Variations autour du Management augmenté, de l’intelligence Artificielle et des… NWOW !
MEDRH 2019 VARIATIONS AUTOUR DU MANAGEMENT AUGMENTÉ, DE L’INTELLIGENCE ARTIFICIELLE ET DES…
Au nouveau monde, une nouvelle entreprise, et un nouveau manager. La société devient collaborative, un vaste mouvement vers moins de hiérarchisation et plus d'"horizontal". Un mouvement auquel les entreprises n'échapperont pas. Younes Sekkouri, doyen Des Ponts Business School, que Le Manager a rencontré à l’occasion de la 4ème édition du Med RH, nous en dit plus. Interview.
Le numérique transforme et augmente nos réalités... et les managers aussi ! Pour Sekkouri, les rapports au travail, bouleversés, appellent dirigeants et managers à s'adapter et à tirer parti de ces nouvelles cultures. Dans une entreprise qui se transforme vers une nouvelle manière de faire, Sekkouri estime que le rôle du manager sera diminué, dans le sens où il est ne sera plus le point focal de la transmission de savoir ou de l’autorité. “Son nouveau rôle peut être d’apporter plus de valeur de compétence, de coaching, de réflexion, d’analyse, ou d’expérience”, a-t-il souligné. Et d’ajouter: “Pour cela, il faut que le manager apprenne à s’augmenter sur plusieurs dimensions”. De fait, puisque l’intelligence artificielle va remplacer l’humain sur des tâches routinières “le manager sera dépossédé de ces tâches chronophages et aura alors plus de temps pour être en contact avec son équipe, développer des relations de proximité avec ses clients, penser, réfléchir, se recentrer sur son coeur de métier et être créatif”.
Vers une collaboration homme-machine
Et contrairement à ce qu’on demande aux managers d’aujourd’hui, ceux de demain doivent apprendre “à problématiser clairement leurs questions”. Le manager devra imaginer des systèmes qui nourrissent les intelligences artificielles avec de la donnée. Il apprendra à mettre en place des solutions, pour que tous les acteurs (collaborateurs, clients, fournisseurs,…) fournissent des datas de qualité, en flux continu, aux IA. Cette compétence nécessite un état d’esprit et l’acquisition de méthode en amont. Il faudra que les managers comprennent les données qu’ils utilisent. Les managers ne deviendront pas tous des mathématiciens hors pair mais il faudra les éduquer sur la data. Le manager de demain devra avoir une vraie culture scientifique de la donnée. Pour faire face à la surabondance de l'information et à ces nouveaux usages induits par les mutations technologiques, il faut “augmenter le manager” : lui permettre de superposer de nouvelles perceptions à celles déjà existantes, lui créer un nouveau champ des possibles. Non pas l’enrichir avec plus encore de machines et d’outils, mais lui permettre de s’augmenter comme être humain responsable et maître de sa vie et de son management.
Manager les machines!
L’entreprise ne sera jamais seulement “horizontale”, les verticalités, les hiérarchies formelles, les silos sont essentiels. Mais toutes ces verticalités sont désormais poreuses, transparentes, ouvertes et permettent à chacun de savoir qui est qui, qui sait quoi et d’approcher les autres plus directement, sans avoir à subir les coûts de transaction qu'imposent des verticalités étanches.

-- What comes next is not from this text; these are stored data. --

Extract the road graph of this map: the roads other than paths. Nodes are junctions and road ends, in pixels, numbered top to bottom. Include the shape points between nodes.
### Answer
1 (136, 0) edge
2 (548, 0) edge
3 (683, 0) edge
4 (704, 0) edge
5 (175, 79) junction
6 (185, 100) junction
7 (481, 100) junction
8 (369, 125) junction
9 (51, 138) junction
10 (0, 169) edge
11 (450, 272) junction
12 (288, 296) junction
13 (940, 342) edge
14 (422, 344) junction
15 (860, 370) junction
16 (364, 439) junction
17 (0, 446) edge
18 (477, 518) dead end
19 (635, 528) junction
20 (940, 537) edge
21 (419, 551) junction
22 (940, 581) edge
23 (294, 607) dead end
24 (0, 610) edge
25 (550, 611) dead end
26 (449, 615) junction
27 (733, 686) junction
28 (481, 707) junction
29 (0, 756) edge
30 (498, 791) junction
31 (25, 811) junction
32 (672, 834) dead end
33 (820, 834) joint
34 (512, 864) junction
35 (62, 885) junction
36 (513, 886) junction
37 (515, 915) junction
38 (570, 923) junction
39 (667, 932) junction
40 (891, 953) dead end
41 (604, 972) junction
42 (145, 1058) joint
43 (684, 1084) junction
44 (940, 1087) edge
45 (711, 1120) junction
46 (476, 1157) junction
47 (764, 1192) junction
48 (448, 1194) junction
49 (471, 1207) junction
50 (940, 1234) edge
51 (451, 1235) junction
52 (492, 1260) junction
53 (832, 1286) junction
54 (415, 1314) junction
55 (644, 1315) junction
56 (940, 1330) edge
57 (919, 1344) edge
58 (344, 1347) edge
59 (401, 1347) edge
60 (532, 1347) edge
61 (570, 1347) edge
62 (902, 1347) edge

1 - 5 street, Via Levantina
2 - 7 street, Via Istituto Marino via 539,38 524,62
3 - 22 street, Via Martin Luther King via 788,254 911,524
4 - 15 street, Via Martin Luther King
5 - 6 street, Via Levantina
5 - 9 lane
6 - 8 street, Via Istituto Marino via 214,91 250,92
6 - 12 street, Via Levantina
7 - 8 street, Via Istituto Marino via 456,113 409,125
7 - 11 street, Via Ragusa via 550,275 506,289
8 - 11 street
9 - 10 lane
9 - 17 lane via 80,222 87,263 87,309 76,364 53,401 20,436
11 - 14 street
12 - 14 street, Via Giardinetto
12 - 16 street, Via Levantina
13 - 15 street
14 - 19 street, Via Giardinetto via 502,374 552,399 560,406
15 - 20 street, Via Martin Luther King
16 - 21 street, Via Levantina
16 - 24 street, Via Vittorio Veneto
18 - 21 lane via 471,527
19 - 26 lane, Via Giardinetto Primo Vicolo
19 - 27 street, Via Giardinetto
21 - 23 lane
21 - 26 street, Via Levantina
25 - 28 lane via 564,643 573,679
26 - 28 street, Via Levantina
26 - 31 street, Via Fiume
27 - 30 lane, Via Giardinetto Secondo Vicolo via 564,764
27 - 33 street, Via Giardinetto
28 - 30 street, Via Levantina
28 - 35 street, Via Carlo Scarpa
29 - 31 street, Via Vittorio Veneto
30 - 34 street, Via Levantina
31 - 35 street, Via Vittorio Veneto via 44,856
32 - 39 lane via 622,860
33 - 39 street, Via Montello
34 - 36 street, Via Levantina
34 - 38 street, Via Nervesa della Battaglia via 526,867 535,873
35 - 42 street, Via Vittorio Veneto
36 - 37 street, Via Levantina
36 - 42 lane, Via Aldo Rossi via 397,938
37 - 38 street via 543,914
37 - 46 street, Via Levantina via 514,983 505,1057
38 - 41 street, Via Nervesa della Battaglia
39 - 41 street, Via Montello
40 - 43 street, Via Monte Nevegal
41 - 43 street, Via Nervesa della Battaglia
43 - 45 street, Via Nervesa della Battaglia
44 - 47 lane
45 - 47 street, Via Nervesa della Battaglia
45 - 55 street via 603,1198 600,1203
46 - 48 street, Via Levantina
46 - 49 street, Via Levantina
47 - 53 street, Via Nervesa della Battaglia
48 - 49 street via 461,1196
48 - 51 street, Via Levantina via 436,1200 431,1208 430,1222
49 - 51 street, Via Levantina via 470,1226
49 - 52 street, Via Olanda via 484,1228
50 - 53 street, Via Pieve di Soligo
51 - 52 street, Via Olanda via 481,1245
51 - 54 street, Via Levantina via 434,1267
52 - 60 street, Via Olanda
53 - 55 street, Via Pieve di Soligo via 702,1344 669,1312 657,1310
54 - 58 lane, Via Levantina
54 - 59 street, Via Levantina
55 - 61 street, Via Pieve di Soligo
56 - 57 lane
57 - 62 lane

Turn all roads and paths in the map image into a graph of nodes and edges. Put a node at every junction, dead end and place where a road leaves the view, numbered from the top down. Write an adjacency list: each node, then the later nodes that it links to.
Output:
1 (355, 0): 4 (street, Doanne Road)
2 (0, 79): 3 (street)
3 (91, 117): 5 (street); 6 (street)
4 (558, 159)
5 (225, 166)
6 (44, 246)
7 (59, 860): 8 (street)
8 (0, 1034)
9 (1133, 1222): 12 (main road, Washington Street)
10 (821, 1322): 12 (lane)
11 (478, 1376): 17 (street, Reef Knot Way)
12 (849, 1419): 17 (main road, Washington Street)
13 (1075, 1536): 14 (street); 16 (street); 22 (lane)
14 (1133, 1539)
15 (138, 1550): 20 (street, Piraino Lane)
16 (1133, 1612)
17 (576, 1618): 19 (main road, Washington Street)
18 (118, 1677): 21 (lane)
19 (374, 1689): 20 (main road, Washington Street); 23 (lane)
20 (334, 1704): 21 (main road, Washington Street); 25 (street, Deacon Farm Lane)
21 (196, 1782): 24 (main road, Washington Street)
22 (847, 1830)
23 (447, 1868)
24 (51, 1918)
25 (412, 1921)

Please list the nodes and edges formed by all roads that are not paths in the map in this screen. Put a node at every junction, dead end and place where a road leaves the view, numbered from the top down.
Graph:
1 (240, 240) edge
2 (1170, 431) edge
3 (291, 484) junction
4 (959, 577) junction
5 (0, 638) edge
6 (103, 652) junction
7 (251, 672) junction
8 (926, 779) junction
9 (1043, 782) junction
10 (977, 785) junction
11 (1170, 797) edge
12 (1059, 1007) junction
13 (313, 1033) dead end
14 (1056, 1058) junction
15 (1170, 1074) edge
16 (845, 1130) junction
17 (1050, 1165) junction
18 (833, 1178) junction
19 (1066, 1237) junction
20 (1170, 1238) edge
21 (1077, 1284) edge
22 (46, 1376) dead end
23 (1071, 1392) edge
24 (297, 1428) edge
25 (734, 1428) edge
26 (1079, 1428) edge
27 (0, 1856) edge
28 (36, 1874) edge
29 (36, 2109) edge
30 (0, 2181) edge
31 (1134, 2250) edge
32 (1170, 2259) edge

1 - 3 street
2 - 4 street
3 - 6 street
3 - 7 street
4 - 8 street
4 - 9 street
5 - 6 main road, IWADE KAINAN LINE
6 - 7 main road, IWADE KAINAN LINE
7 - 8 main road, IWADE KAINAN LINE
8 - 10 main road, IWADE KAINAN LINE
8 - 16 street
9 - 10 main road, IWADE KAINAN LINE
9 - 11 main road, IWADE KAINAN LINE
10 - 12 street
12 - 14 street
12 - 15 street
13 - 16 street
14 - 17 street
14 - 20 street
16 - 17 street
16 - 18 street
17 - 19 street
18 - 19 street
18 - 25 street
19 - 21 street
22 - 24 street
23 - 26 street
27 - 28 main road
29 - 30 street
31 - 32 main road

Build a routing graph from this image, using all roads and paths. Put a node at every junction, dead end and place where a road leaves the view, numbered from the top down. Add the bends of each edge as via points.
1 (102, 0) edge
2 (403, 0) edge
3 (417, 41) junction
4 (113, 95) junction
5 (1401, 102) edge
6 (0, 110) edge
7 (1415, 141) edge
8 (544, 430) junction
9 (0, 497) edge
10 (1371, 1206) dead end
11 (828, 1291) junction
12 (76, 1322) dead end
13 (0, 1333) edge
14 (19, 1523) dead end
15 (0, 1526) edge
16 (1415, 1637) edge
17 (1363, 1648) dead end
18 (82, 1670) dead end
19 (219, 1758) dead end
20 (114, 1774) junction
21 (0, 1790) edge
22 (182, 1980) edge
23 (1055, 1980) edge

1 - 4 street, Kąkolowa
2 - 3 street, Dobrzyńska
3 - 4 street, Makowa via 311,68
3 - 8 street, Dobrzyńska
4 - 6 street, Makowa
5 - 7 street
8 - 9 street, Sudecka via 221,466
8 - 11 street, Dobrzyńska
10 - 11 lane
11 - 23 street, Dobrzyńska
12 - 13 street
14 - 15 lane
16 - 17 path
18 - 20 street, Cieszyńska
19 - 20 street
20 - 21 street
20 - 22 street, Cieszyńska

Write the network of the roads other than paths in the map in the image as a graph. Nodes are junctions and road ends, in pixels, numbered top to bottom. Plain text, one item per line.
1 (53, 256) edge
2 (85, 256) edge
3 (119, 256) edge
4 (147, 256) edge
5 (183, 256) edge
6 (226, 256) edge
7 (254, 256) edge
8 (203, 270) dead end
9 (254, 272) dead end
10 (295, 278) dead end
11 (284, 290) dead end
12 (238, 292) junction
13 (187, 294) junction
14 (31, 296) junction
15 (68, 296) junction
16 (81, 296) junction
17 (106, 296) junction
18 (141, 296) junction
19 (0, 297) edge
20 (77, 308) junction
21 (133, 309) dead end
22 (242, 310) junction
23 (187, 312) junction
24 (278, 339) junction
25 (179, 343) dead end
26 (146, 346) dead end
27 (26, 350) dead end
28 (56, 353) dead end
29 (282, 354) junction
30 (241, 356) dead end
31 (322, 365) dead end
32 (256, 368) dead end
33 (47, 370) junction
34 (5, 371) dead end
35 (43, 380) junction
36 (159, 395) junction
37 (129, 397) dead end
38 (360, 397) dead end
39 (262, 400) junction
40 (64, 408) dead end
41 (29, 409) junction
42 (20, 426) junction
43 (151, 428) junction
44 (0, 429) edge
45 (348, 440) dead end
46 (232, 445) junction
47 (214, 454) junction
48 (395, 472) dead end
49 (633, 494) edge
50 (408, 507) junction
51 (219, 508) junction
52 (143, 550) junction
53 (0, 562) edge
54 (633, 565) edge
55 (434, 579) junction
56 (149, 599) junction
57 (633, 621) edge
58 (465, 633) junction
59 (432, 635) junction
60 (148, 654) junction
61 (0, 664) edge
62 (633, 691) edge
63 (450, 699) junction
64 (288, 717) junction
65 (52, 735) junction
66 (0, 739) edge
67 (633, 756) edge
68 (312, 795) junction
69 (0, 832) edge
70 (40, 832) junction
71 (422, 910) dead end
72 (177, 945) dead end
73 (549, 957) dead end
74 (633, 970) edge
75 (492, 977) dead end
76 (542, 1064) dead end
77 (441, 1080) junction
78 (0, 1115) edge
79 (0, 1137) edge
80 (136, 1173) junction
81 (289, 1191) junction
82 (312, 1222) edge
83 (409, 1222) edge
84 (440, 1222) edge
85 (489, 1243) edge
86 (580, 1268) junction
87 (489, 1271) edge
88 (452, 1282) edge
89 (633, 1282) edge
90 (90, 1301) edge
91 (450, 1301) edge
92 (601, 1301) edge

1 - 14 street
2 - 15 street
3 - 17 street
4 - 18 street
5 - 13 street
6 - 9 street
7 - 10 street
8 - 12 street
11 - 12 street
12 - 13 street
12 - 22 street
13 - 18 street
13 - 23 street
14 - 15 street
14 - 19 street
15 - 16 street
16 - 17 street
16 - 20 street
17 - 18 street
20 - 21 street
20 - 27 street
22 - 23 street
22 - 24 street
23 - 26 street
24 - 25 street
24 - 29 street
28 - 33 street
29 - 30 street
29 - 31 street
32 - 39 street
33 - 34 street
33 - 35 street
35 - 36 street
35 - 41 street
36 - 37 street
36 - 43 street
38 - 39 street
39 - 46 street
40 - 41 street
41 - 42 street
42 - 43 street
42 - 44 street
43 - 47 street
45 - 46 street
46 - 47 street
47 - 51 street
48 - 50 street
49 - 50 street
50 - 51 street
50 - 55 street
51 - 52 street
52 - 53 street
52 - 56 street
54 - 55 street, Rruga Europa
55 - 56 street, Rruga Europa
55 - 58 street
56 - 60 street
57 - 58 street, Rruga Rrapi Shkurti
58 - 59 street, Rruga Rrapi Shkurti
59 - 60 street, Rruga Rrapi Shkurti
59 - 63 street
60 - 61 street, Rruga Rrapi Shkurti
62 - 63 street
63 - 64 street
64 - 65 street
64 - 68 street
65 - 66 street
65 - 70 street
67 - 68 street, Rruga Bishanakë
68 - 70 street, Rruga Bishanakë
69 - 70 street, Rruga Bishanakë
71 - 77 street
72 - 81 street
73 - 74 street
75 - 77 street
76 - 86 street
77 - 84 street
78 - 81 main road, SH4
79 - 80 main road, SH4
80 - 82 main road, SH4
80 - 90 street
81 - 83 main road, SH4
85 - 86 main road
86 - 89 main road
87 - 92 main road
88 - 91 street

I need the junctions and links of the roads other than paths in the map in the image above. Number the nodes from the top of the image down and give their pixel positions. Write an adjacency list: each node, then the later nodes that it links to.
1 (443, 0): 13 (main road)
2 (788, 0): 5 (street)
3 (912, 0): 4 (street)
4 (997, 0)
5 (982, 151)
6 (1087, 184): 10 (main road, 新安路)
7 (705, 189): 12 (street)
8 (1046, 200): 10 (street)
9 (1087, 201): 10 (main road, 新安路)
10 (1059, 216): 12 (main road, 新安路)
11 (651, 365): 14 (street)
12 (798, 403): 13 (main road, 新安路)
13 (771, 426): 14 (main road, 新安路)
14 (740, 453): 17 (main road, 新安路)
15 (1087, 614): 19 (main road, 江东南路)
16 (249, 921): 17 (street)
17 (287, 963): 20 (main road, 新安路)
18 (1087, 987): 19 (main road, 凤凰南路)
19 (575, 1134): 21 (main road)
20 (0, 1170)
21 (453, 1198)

Modèles d’innovation, rareté des profils, rétention des talents, symétrie des attentes, nouveaux modes de management, startup spirit, interopérabilité managériale, coopération, coopétition, co-construction, co-développement, coworking place, coworking space, co-learning space, co-creative rooms, modèles d’intelligence suggestive, prédictive, prospective… Autant de concepts d’avant-garde qui étaient comme flottant dans l’atmosphère dès la plénière qui affichait complet avec professionnels de l’emploi, de la formation et de la GRH, consultants, recruteurs, managers… et une foule d’étudiants pour convaincre tout ce joli monde que la postérité est assurée en la matière.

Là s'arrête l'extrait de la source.